Lawrence schools at a tipping point

The Lawrence school district is fast reaching the point where it needs to make some decisions about how to handle future growth.

That was a common thread running through a number of discussions at the school board meeting Monday night. Much of it was brought on by the sudden and unexpected enrollment growth the grade schools are seeing this year, especially on the city’s west side.

This may be an uncomfortable conversation for some people in the district. After all, it was only a few years ago when Lawrence closed the Wakarusa and East Heights grade schools. And more recently, there was serious talk about closing and consolidating older schools on the east side to save money and make more efficient use of space.

But the public ultimately balked at that idea. People in Lawrence like their small neighborhood schools, and there seems to be no desire to shift toward so-called “mega schools” at the elementary level.

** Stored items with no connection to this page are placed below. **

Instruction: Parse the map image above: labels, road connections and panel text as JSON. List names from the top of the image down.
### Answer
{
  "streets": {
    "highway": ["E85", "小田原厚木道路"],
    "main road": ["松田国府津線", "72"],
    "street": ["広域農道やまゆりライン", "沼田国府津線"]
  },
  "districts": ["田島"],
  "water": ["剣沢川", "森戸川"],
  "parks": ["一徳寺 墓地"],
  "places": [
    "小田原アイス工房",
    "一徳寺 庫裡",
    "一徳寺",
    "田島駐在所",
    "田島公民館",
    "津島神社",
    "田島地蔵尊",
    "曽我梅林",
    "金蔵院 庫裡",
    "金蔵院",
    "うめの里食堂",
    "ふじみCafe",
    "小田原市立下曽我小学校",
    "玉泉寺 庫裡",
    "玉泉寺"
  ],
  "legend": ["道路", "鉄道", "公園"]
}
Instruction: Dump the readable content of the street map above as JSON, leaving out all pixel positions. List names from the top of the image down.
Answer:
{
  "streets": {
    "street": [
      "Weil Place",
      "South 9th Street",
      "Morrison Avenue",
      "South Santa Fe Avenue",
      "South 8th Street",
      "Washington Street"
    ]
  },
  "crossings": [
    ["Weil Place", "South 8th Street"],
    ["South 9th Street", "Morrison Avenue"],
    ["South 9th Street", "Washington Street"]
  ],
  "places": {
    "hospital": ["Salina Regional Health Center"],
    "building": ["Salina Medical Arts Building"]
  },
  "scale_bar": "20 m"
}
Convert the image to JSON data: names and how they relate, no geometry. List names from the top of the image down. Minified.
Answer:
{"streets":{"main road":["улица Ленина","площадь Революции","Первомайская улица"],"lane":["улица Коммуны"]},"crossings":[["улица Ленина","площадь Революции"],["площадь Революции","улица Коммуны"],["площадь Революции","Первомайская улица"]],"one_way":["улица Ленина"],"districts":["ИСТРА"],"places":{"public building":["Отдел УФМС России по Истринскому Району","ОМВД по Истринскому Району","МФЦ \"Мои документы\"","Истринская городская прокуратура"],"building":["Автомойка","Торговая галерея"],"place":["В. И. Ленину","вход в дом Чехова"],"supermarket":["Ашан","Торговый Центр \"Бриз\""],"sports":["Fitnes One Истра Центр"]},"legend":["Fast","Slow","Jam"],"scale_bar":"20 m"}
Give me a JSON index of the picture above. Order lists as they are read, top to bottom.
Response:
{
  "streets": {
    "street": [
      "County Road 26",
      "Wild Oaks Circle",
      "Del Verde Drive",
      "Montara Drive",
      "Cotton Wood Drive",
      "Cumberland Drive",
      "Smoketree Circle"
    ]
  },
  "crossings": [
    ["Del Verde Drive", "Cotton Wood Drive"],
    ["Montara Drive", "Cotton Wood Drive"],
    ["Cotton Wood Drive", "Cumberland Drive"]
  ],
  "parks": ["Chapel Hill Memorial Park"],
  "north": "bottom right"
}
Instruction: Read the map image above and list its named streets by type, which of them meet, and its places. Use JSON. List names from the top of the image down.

The result of those conversations was the $92.5 million bond issue that voters just approved in April.

Then came the first day of school this year, and the enrollment numbers really caught officials off guard – not the overall growth, so much, as the places where it occurred. But even looking at the district-wide numbers, it’s clear the Lawrence district is close to reaching a tipping point where it will have to make some hard choices.

According to the latest projections from the district’s consultant, RSP and Associates, total elementary enrollment has increased by 127 students over the past two years. Between now and the 2017-18 school year, they project another 233 students. That’s 360 students additional over six years, or basically one entire average-size grade school.

And it’s only a matter of time until those 360 elementary students move on to middle school and high school. Right now, South and Southwest middle schools, as well as Free State High School, are close to being filled to capacity.

Based on discussions across several agenda items at Monday’s board meeting, here are some of the grand policy questions the district will soon have to grapple with:

Boundaries: Board president Rick Ingram says the district needs a clearer policy about studying, and possibly making adjustments to, attendance zone boundaries on an ongoing basis. While some buildings are expected to grow beyond their capacity over the next few years, others still have excess room. A nip here and a tuck there could prevent, or at least delay, the need for costly new construction in the future. But Superintendent Rick Doll says that will only get you so far, unless you want to draw boundaries that require small children to have to walk across 23rd Street or Iowa Street during rush hour.

“Mega schools”: Nobody seems to like them, and it’s nice living in a town with small, neighborhood schools where the teachers and parents all know each other and there is a real sense of community. Board vice president Shannon Kimball indicated she has no desire to move in that direction. But at what cost does the district stay with the small-school approach?

Build more small schools: It may have seemed unrelated at the time, but one of the other things the board did Monday was sell 2.31 acres of land to the state to make way for a South Lawrence Trafficway interchange at Bob Billings Parkway. That’s right next door to Langston Hughes school, the largest, and soon-to-be over-capacity, grade school in the district.

The interchange is needed because of new development in that area that is already being planned, and some people expect the interchange itself will spur even more new development west of the SLT. Add to that the SLT extension about to be built on the southeast side, which no doubt will spur even more commercial and residential development, and you have the makings of two large, new growth areas.

If the idea of “mega schools” is off the table, at some point the district has to look at building at least a couple new grade schools, and probably another middle school as well.

Closer planning: Board member Keith Diaz Moore – who surely set a long-distance record for telecommuting to a board meeting because he was took part via Skype while on sabbatical in Sweden – suggested the district might be overreacting to a one-time spike in enrollment. Go ahead and build the new rooms the district knows it needs right now, he suggested, but hold off on the others until we see some more reliable long-term enrollment trends.